===== Data =====

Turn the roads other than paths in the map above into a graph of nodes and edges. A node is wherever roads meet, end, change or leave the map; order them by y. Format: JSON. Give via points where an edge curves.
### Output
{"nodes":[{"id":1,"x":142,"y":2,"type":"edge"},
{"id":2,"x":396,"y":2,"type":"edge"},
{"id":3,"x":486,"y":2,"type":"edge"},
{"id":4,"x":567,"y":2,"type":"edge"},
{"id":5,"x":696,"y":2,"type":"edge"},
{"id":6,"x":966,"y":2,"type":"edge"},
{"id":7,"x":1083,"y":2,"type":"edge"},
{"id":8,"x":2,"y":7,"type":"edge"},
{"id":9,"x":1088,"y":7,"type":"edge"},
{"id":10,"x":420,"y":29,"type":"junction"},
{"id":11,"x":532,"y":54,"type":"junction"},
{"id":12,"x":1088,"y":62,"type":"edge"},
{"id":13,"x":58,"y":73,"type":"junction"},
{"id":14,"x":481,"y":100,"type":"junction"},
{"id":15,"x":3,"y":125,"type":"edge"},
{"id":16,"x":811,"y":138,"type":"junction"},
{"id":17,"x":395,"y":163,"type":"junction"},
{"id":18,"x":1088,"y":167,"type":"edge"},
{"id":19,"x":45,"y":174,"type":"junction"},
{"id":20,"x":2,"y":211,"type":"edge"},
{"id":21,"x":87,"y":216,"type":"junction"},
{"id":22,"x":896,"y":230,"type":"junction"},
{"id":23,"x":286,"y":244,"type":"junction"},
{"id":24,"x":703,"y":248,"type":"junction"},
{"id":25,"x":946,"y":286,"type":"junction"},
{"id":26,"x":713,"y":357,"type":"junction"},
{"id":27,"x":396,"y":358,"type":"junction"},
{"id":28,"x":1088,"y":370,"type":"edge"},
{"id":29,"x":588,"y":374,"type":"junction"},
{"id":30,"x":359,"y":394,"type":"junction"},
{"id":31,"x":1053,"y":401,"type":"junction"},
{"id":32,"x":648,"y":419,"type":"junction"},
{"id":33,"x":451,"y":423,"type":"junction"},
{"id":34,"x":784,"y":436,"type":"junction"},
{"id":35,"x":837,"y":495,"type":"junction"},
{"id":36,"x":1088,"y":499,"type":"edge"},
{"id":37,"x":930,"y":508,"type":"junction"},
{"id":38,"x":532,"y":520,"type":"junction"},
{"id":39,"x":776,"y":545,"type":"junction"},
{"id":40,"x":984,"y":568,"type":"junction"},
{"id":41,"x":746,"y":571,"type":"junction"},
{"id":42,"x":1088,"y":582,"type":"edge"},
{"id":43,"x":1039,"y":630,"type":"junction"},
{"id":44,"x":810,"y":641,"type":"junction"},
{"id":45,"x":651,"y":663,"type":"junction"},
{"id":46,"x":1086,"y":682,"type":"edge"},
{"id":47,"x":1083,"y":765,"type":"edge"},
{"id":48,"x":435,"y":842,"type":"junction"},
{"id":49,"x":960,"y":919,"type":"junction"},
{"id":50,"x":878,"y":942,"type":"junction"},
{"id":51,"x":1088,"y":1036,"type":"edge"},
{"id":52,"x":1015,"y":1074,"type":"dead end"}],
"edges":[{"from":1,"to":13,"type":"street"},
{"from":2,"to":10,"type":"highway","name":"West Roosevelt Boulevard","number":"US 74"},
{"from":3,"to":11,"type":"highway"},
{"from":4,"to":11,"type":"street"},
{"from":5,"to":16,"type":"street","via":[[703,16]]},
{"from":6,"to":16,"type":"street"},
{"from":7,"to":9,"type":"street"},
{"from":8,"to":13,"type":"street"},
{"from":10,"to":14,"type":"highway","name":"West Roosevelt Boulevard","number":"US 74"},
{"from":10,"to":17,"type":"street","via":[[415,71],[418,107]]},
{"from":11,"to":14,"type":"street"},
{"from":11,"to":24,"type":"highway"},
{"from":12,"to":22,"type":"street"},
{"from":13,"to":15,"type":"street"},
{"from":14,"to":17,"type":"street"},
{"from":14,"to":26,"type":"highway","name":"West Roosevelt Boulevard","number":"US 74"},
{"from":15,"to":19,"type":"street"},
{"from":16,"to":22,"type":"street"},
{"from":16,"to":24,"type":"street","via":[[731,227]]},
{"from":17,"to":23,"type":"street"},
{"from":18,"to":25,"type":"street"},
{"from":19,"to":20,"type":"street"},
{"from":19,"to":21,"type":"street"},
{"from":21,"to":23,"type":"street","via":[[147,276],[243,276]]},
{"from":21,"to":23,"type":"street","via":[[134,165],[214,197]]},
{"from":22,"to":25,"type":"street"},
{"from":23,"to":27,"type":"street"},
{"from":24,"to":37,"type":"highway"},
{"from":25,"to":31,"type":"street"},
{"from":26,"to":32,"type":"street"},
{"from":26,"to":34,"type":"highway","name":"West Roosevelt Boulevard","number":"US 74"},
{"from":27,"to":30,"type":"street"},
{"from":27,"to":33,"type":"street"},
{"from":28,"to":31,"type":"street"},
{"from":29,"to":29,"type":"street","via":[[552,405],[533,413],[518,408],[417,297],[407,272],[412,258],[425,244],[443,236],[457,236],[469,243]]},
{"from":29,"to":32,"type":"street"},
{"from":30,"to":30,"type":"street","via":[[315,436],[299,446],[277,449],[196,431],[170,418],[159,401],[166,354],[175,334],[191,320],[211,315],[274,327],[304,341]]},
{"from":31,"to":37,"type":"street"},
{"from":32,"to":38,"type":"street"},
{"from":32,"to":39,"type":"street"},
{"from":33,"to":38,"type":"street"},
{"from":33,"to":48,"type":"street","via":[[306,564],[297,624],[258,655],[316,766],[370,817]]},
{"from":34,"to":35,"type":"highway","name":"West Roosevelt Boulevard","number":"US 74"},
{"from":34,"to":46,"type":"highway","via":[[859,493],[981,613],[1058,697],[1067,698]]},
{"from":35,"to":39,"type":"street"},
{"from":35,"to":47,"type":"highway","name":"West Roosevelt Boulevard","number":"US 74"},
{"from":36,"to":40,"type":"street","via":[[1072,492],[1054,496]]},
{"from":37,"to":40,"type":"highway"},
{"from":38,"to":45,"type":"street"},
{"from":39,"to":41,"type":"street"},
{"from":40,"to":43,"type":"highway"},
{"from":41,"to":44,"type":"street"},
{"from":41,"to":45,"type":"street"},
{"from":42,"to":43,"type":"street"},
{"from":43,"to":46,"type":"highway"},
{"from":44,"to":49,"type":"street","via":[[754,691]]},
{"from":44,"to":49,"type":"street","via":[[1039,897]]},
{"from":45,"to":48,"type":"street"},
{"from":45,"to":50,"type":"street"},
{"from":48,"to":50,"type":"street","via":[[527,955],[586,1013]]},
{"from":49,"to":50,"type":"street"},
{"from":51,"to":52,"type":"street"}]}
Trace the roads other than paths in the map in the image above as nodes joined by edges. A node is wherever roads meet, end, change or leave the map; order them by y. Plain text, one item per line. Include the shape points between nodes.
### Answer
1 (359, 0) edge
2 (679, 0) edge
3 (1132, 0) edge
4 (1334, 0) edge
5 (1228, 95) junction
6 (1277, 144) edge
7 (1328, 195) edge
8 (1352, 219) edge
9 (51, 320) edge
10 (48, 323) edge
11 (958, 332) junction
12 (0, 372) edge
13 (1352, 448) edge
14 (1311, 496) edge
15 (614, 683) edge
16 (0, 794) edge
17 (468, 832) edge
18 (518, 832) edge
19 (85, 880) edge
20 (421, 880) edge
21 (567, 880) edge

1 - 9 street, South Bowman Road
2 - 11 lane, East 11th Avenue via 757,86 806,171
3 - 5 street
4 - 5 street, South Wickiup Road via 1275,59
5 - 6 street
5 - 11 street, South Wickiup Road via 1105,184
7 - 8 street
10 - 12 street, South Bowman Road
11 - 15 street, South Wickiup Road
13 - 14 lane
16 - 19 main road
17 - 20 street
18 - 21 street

=====

» **What you need to do**
Scan the entries above for the string "Bowman", and copy every line where it turns up.

» **Written solution**
1 - 9 street, South Bowman Road
10 - 12 street, South Bowman Road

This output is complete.